The French drama tells the story of a young Arab thug named Malik (Tahar Rahim) who ends up in a French prison for assaulting a police officer. Shortly after his arrival, he is approached by a Corsican crime boss named Luciani (Niels Arestrup) and ordered to kill another prisoner. Although Malik doesn’t want to commit murder, it becomes apparent that he will be killed if he doesn’t. So, he goes through with the crime, and worms his way into the Corsican mafia in the process.
The film is presented in French, Arabic and Corsican with subtitles, and director Jacques Audiard leads viewers on a fascinating cultural journey through his representations of both prison life and the ethnic gangs within. “A Prophet” is also the fascinating story of a man who wants a better existence, but sees crime as the only reasonable way to achieve that.
Rahim and Arestrup are outstanding throughout, and their supporting cast is strong as well. The result is a well-drawn and intense crime drama that is frightening in its authenticity.
DVD and Blu-ray extras include deleted scenes, rehearsal footage, screen tests and an audio commentary with director and co-writer Jacques Audiard, co-screenwriter Thomas Bidegain and Rahim.
ALSO OUT THIS WEEK
“After.Life”: After a car accident, Anna (Christina Ricci) wakes to find herself in a funeral home being prepared for burial. The funeral director (Liam Neeson) explains that she is dead and he’s helping her transition to the afterlife, but things may not be that simple.
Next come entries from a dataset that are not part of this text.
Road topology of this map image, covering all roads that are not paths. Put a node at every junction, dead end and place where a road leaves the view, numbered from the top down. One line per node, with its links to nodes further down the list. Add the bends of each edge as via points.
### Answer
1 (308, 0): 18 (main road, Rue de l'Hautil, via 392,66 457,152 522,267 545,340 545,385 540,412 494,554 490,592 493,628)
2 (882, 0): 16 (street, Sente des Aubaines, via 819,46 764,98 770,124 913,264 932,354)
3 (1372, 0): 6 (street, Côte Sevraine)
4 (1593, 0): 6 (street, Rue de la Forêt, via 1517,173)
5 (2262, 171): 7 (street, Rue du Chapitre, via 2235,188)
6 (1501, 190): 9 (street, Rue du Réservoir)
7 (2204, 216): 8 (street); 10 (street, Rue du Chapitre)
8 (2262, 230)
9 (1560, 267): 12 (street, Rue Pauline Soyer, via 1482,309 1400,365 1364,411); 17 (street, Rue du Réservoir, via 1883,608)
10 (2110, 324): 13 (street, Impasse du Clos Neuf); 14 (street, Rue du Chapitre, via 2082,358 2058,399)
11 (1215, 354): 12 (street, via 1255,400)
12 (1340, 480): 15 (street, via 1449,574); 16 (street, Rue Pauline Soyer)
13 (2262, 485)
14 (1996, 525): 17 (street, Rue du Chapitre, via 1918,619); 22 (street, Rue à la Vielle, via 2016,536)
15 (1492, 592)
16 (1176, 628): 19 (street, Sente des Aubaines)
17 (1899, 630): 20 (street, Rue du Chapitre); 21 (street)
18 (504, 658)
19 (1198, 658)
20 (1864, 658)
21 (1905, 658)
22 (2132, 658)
Justin Long also stars.
“Open House”: Psychological thriller about a couple who, while attempting to sell their home, meet a dangerous potential buyer. Anna Paquin, Brian Geraghty, Rachel Blanchard, Stephen Moyer and Tricia Helfer star.
“James and the Giant Peach” – Special Edition: The movie version of Roald Dahl’s classic children’s story about a young boy’s magical adventure is receiving its Blu-ray debut. The 1996 film, produced by Tim Burton and Denise Di Novi and directed by Henry Selick, mixes computer-generated effects with stop-motion and live-action footage.
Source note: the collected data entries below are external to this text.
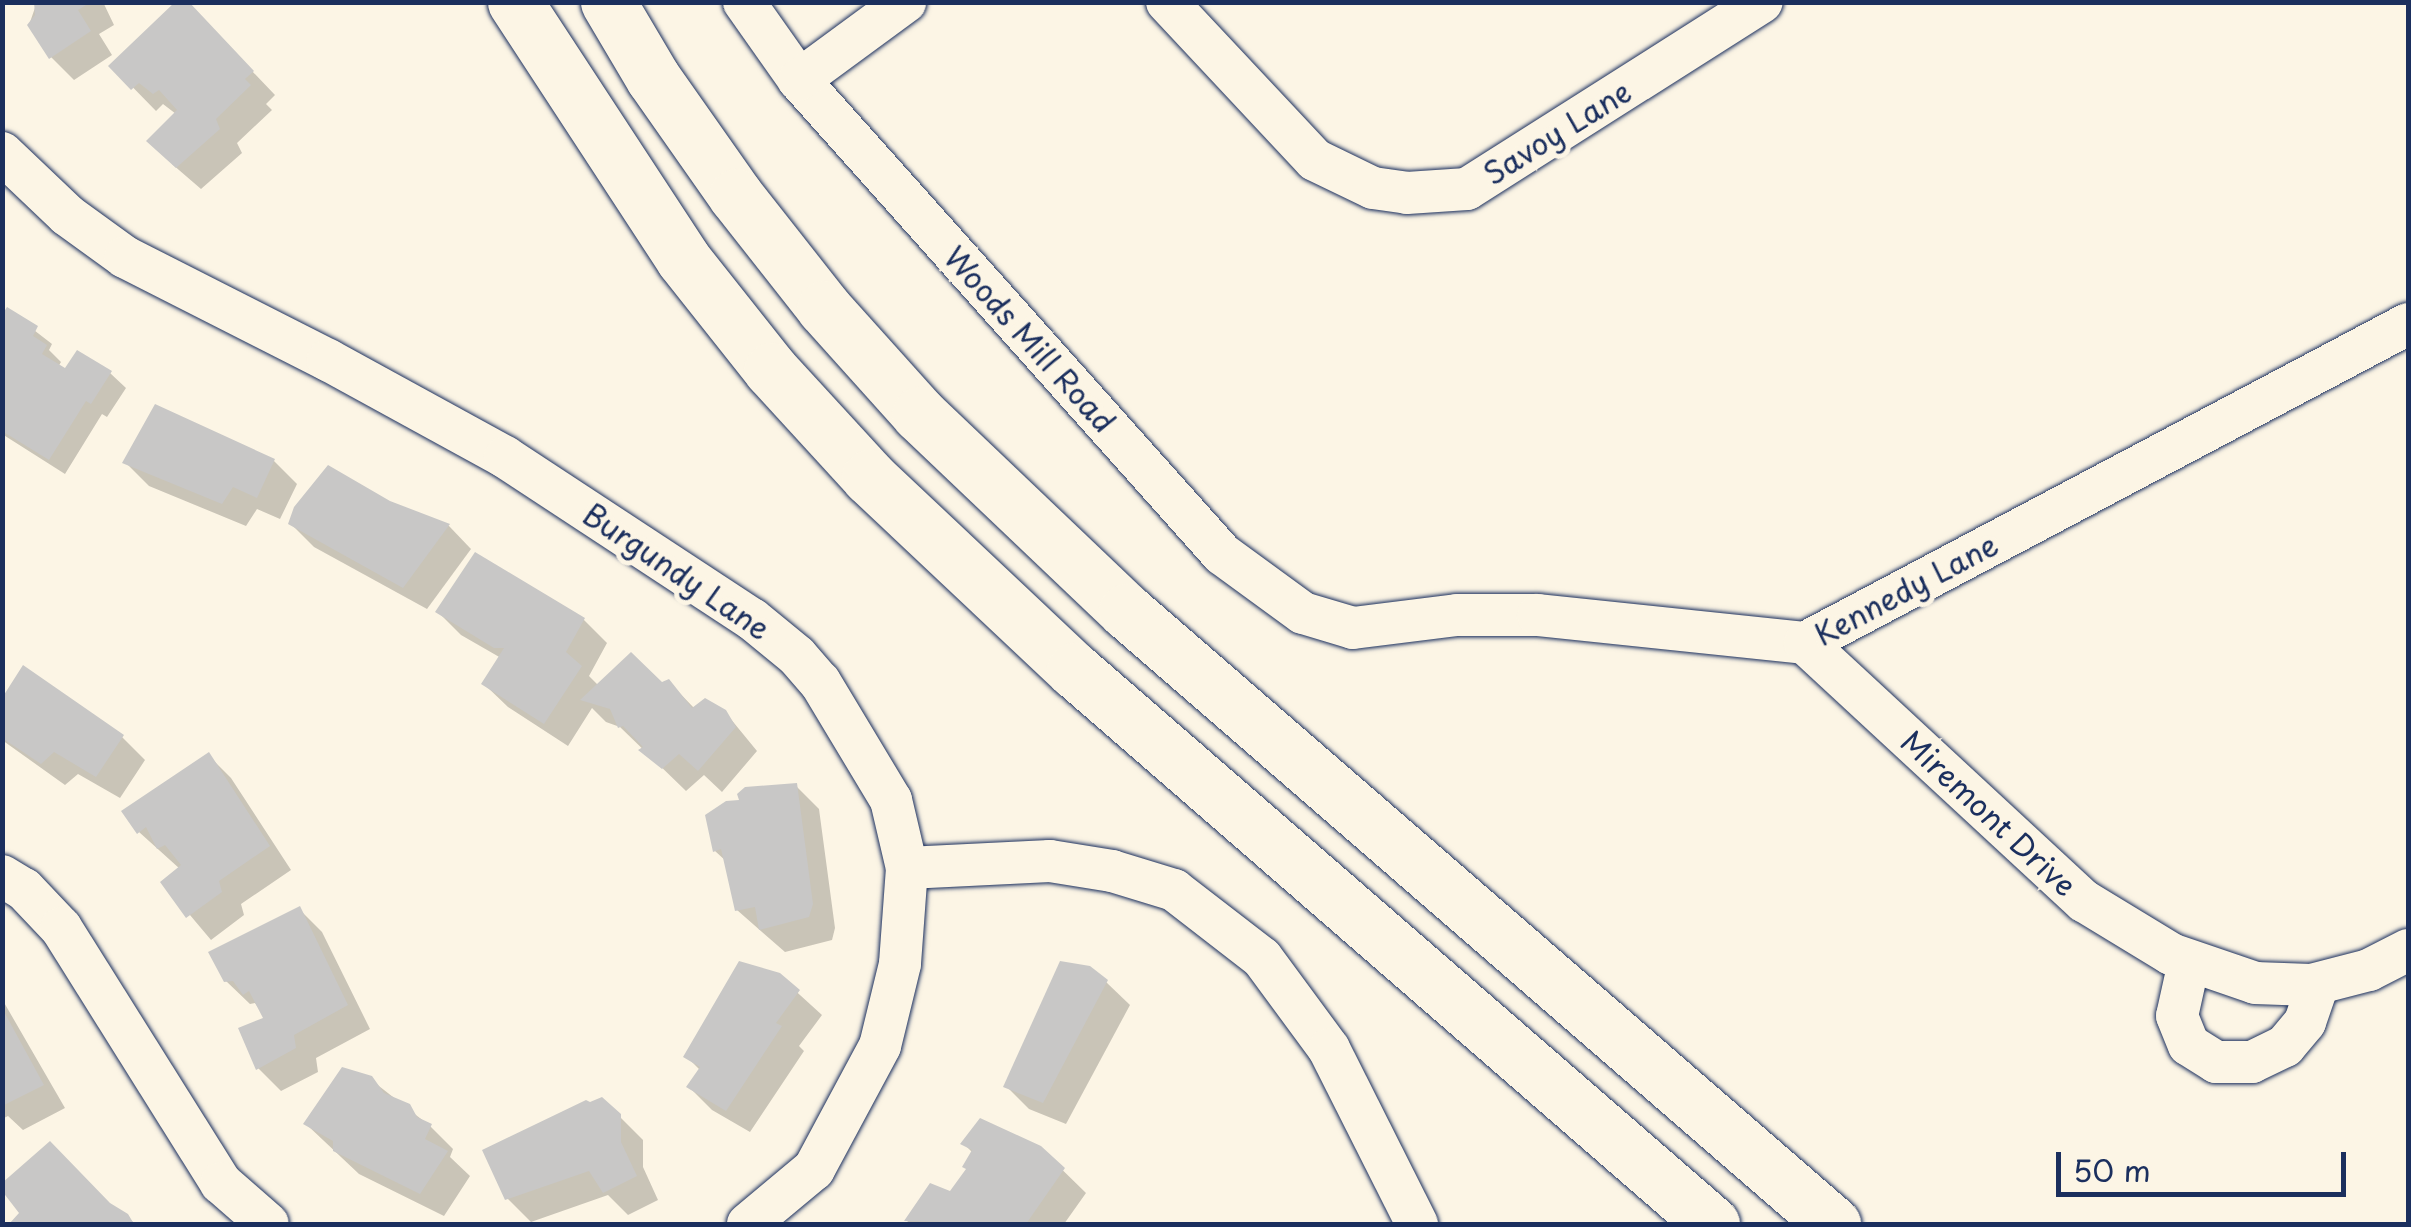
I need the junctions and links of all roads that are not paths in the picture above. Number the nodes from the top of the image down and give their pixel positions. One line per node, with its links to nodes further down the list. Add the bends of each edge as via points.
1 (516, 2): 20 (highway, via 683,259 771,370 869,477 1074,670)
2 (608, 2): 21 (highway, via 736,196 824,308 945,440 1126,611)
3 (744, 2): 7 (street, Woods Mill Road)
4 (905, 2): 7 (street)
5 (1167, 2): 6 (street, Savoy Lane, via 1314,160 1373,188 1407,193 1466,189)
6 (1762, 2)
7 (798, 80): 10 (street, Woods Mill Road, via 1222,554 1302,612)
8 (2, 153): 12 (street, Burgundy Lane, via 67,215 125,257 504,457 752,619 797,656 857,740 891,800)
9 (2408, 324): 11 (street, Kennedy Lane)
10 (1354, 628): 11 (street, Kennedy Lane, via 1457,615 1538,615)
11 (1805, 643): 15 (street, Miremont Drive, via 2084,901)
12 (908, 868): 18 (street, Burgundy Lane, via 900,964 880,1046 814,1170); 19 (street, via 1050,861 1112,870 1174,890 1262,958 1329,1049)
13 (2, 876): 17 (street, via 24,888 61,928 221,1182)
14 (2408, 950): 16 (street, Miremont Drive)
15 (2189, 962): 16 (street, Miremont Drive, via 2255,984); 16 (street, via 2177,1016 2189,1045 2216,1062 2252,1062 2284,1046 2304,1022)
16 (2318, 984)
17 (268, 1224)
18 (748, 1224)
19 (1417, 1224)
20 (1712, 1224)
21 (1833, 1224)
Roger Corman films: Shout Factory is trotting out three new entries to its Roger Corman’s Cult Classics collection: “Piranha,” “Humanoids from the Deep” and a double-feature disc contaiing “Deathsport” and “BattleTruck.”
“Heroes” – Season Four: Earlier this year, NBC announced the cancellation of its fantasy drama “Heroes,” so the 18 episodes presented on this five-disc set may be the last that fans will get.
“Hawaii Five-O” – The Ninth Season: This vintage police drama is set in Hawaii and stars Jack Lord as detective Steve McGarrett and James MacArthur as his partner Danno. Season nine features 23 episodes on six discs.
“The Dungeon Masters”: Documentary film exploring the lives of three people obsessed with the fantasy board game Dungeons & Dragons. Directed by Keven McAlester.
The Rosemary Wells Collection featuring Max and Ruby: Scholastic Storybook Treasures is releasing narrated, home video versions of eight stories by children’s author and illustrator Rosemary Wells. The two-disc set includes: “Max’s Chocolate Chicken,” “Max’s Christmas,” “Morris’s Disappearing Bag,” “Otto Runs for President,” “Noisy Nora,” “Emily’s First 100 Days of School,” “Voyage to the Bunny Planet” and “Reading to Your Bunny.”